You Come from Far Away | Amal Ramsis | Egypt
Imagine that you have parents but you were raised without them, and you can’t talk to your siblings because you don’t speak the same language. The film tells the extraordinary story of a Palestinian family which was dispersed because of the Spanish Civil War, then the World War II, Nakba and the Lebanese Civil War.

Amal’s Garden | Nadia Shihab | Iraq
Amal and Mustafa are an Iraqi Turkman couple that have shared a long life together in northern Iraq. When Amal decides to renovate their home after a decade of war, Mustafa retreats to the garden, where he encounters the curious gaze of his grandniece and her camera.


Week 2 | May 5 to 11

74 (The reconstitution of a struggle) | Rania and Raed Rafei | Lebanon
1974: Students demonstrate against a tuition increase at the American University of Beirut. For 37 days, they occupy university offices. With the Lebanese student revolt of 1974 as their starting point, filmmakers Rania and Raed Rafei direct an absorbing documentary on the core issues of revolution and democracy.
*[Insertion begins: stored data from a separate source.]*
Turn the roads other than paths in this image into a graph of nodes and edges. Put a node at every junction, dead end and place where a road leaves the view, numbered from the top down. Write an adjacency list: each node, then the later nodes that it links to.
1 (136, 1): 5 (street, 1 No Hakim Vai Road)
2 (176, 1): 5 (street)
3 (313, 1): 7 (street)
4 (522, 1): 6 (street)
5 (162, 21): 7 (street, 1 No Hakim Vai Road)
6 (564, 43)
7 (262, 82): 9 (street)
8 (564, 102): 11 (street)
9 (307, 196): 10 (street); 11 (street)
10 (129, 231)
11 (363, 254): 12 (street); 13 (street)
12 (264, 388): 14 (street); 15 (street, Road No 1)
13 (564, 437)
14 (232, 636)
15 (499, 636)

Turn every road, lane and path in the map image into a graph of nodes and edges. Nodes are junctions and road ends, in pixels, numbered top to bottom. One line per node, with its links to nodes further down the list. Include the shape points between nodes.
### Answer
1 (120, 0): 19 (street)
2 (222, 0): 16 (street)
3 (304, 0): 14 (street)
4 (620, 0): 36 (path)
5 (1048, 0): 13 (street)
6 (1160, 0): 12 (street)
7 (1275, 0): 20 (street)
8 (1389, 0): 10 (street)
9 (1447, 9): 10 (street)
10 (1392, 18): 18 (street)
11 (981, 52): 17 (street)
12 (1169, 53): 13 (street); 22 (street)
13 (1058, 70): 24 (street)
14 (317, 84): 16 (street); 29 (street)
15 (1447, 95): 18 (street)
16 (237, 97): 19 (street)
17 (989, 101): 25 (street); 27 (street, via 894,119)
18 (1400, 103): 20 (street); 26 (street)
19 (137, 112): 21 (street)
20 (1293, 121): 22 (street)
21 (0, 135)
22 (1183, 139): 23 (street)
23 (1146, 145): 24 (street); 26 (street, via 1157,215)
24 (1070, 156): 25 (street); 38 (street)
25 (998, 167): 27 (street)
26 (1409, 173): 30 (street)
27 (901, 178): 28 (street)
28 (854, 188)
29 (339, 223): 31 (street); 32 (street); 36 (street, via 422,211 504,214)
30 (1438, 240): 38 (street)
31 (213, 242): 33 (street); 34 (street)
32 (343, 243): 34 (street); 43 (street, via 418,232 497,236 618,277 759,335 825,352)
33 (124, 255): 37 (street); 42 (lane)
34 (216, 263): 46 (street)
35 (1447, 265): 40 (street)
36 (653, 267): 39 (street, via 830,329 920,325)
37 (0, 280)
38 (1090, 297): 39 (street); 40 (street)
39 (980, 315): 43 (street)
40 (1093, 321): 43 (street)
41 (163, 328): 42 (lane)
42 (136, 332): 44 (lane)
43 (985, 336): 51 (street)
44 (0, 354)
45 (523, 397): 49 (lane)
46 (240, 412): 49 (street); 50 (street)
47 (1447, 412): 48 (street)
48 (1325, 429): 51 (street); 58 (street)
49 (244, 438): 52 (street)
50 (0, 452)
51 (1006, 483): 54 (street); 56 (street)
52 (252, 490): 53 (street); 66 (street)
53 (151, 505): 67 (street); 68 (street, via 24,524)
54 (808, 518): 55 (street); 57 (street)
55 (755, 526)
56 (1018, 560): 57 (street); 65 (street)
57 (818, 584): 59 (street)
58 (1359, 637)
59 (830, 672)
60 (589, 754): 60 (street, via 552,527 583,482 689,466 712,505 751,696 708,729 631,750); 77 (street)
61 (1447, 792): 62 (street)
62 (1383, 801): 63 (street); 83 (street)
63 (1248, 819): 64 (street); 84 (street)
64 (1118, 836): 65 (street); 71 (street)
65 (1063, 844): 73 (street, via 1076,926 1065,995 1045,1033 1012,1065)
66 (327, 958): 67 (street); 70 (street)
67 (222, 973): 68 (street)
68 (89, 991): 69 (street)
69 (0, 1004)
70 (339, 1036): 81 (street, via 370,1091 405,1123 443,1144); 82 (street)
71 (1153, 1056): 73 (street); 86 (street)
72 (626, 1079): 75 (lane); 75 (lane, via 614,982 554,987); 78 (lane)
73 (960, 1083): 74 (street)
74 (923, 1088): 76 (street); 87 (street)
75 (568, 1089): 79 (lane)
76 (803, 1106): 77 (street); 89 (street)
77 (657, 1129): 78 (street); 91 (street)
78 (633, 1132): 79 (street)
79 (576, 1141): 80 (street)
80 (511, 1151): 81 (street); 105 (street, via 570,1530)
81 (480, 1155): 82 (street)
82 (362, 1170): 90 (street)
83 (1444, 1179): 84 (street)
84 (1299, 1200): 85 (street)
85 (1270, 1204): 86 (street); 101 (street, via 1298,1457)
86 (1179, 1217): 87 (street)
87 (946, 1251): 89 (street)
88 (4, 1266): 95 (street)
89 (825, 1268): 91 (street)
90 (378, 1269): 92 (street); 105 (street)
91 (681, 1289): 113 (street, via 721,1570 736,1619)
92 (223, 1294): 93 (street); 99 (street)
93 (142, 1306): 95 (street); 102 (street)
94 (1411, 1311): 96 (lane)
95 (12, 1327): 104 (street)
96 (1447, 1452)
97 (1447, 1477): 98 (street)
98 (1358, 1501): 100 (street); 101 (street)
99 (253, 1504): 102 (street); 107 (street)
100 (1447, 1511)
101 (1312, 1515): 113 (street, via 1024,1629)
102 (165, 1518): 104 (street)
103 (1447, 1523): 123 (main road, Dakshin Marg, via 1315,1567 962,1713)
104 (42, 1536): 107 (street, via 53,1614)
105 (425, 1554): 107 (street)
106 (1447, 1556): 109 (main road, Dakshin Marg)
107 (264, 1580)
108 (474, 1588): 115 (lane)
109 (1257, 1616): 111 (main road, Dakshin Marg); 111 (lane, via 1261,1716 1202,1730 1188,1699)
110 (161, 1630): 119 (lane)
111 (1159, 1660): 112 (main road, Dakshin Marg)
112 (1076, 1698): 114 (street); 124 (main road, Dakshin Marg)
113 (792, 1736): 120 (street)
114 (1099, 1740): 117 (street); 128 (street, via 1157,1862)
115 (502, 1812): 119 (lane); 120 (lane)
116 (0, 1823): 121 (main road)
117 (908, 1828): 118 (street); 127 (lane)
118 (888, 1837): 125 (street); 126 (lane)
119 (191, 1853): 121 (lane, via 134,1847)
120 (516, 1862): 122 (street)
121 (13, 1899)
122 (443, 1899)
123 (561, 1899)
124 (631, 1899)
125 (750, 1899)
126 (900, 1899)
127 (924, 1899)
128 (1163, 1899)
Crossing the Seventh Gate | Ali Essafi | Morocco
Crossing the Seventh Gate draws an intimate poetic portrait of Ahmed Bouanani, the vanguard Moroccan filmmaker, poet and writer, who passed away in 2011. A great artist, who was systematically sidelined, marginalized and prohibited from pursuing his vocation.

A Drowning Man | Mahdi Fleifel | Palestine
Alone and far from home, The Kid makes his way through a strange city looking for the means to get through his day. Surrounded by predators he is forced to make compromises merely to survive, his life of exile grows one day longer.


Week 3 | May 12 to 18

Roshmia | Salim Abu Jabal | Palestine
An elderly Palestinian refugee couple lives in a shack all alone in their eighties, in Wadi Roshmia close to Haifa city, far away from the loudness of modern life. The Israeli authorities endorse a new road project and order demolishing the shack. At the same time, they are about to go their separate ways.

Coming Forth by Day | Hala Lotfy | Egypt
''Any idiot can face a crisis – it’s day to day living that wears you out''.

Those who have fully enjoyed their bodies cannot be submissive. And those who never have? Can they survive the slavery of solitude and impotent acceptance of what they can’t change or embrace? This is the everyday story of two women taking care of their sick man.

Waves’ 98 | Ely Dagher | Lebanon
Disillusioned with his life in the religiously and culturally divided Beirut, Omar embarks on a journey into the depths of the city, which will change him forever; he struggles to not lose himself and his own sense of home.


Week 4 | May 19 to 25

My Love Awaits Me by the Sea | Mais Darwazah | Palestine
A woman embarks on a journey from Jordan back to Palestine to find her imaginary lover Hasan, a deceased poet and illustrator. Through his fantasy world she discovers the remnants of hope in characters living under occupation.

You Will Die at Twenty | Amjad Abu Alala | Sudan
Sudan, province of Aljazira, nowadays - When Muzamil was born, a prophecy by the holy man of the village predicted that he would die when he was 20 years old. Muzamil’s father cannot stand the doom and travels away from home. Sakina, as a single mother, raises her son with over-protection. One day, Muzamil turns 19...

It Was Better Tomorrow | Hinde Boujemaa | Tunisia
Through the hubbub of a revolution, the film follows Aida, a Tunisian woman who has to rebuild her entire life and who does not wish to look backwards. She spends her time moving from one poor neighborhood to another.


Week 5 | May 26 to June 1

Tadmor | Monika Borgmann and Lokman Slim | Lebanon
Eight Lebanese men recall the painful years they spent in Syrian prisons. As words cannot fully describe the torture, fear and humiliation the men endured, they reenact those experiences to exorcize them from their lives. Tadmor is a story of hope and survival.

Atlal | Djamel Kerkar | Algeria
Ouled Allal is an area ravaged by war during the 90s. A constellation of beings, voices, bodies, and buildings face the test of time and live the scars of a slow war without fronts. Among the ruins, memory travels; images and sounds draw a poetic map and a psycho-geographical exploration of the place.

And Romeo Married Juliet | Hinde Boujemaa | Tunisia
What would have happened if Romeo really married Juliet?